WHAT THE EXERCISE ASKS:
For each record below, output its text exactly and skip any picture.
↓
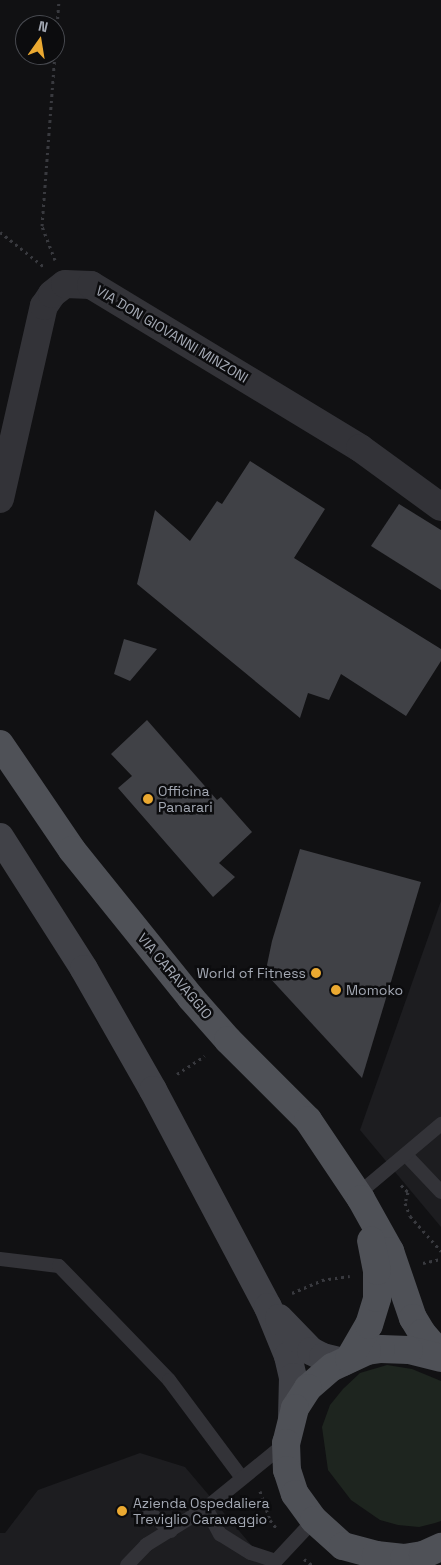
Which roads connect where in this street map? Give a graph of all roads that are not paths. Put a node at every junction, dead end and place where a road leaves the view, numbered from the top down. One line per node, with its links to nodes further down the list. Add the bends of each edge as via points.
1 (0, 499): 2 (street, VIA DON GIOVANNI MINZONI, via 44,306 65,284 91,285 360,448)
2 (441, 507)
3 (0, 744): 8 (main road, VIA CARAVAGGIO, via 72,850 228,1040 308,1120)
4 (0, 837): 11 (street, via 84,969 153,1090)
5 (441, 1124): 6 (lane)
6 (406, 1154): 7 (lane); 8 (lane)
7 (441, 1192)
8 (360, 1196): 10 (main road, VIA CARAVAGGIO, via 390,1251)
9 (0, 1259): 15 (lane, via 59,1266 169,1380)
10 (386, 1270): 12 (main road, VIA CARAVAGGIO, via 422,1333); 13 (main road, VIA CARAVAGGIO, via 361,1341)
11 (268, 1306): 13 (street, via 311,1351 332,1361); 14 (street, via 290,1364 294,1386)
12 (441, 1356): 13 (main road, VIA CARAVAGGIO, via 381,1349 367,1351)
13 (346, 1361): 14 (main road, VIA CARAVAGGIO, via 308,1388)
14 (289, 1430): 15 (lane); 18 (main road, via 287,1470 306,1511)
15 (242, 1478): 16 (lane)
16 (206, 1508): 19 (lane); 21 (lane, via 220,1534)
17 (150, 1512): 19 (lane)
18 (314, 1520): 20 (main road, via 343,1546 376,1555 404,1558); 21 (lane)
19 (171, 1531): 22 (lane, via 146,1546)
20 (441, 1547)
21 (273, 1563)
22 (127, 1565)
↑
ANSWER TO THIS EXERCISE:
Which roads connect where in this street map? Give a graph of all roads that are not paths. Put a node at every junction, dead end and place where a road leaves the view, numbered from the top down. One line per node, with its links to nodes further down the list. Add the bends of each edge as via points.
1 (0, 499): 2 (street, VIA DON GIOVANNI MINZONI, via 44,306 65,284 91,285 360,448)
2 (441, 507)
3 (0, 744): 8 (main road, VIA CARAVAGGIO, via 72,850 228,1040 308,1120)
4 (0, 837): 11 (street, via 84,969 153,1090)
5 (441, 1124): 6 (lane)
6 (406, 1154): 7 (lane); 8 (lane)
7 (441, 1192)
8 (360, 1196): 10 (main road, VIA CARAVAGGIO, via 390,1251)
9 (0, 1259): 15 (lane, via 59,1266 169,1380)
10 (386, 1270): 12 (main road, VIA CARAVAGGIO, via 422,1333); 13 (main road, VIA CARAVAGGIO, via 361,1341)
11 (268, 1306): 13 (street, via 311,1351 332,1361); 14 (street, via 290,1364 294,1386)
12 (441, 1356): 13 (main road, VIA CARAVAGGIO, via 381,1349 367,1351)
13 (346, 1361): 14 (main road, VIA CARAVAGGIO, via 308,1388)
14 (289, 1430): 15 (lane); 18 (main road, via 287,1470 306,1511)
15 (242, 1478): 16 (lane)
16 (206, 1508): 19 (lane); 21 (lane, via 220,1534)
17 (150, 1512): 19 (lane)
18 (314, 1520): 20 (main road, via 343,1546 376,1555 404,1558); 21 (lane)
19 (171, 1531): 22 (lane, via 146,1546)
20 (441, 1547)
21 (273, 1563)
22 (127, 1565)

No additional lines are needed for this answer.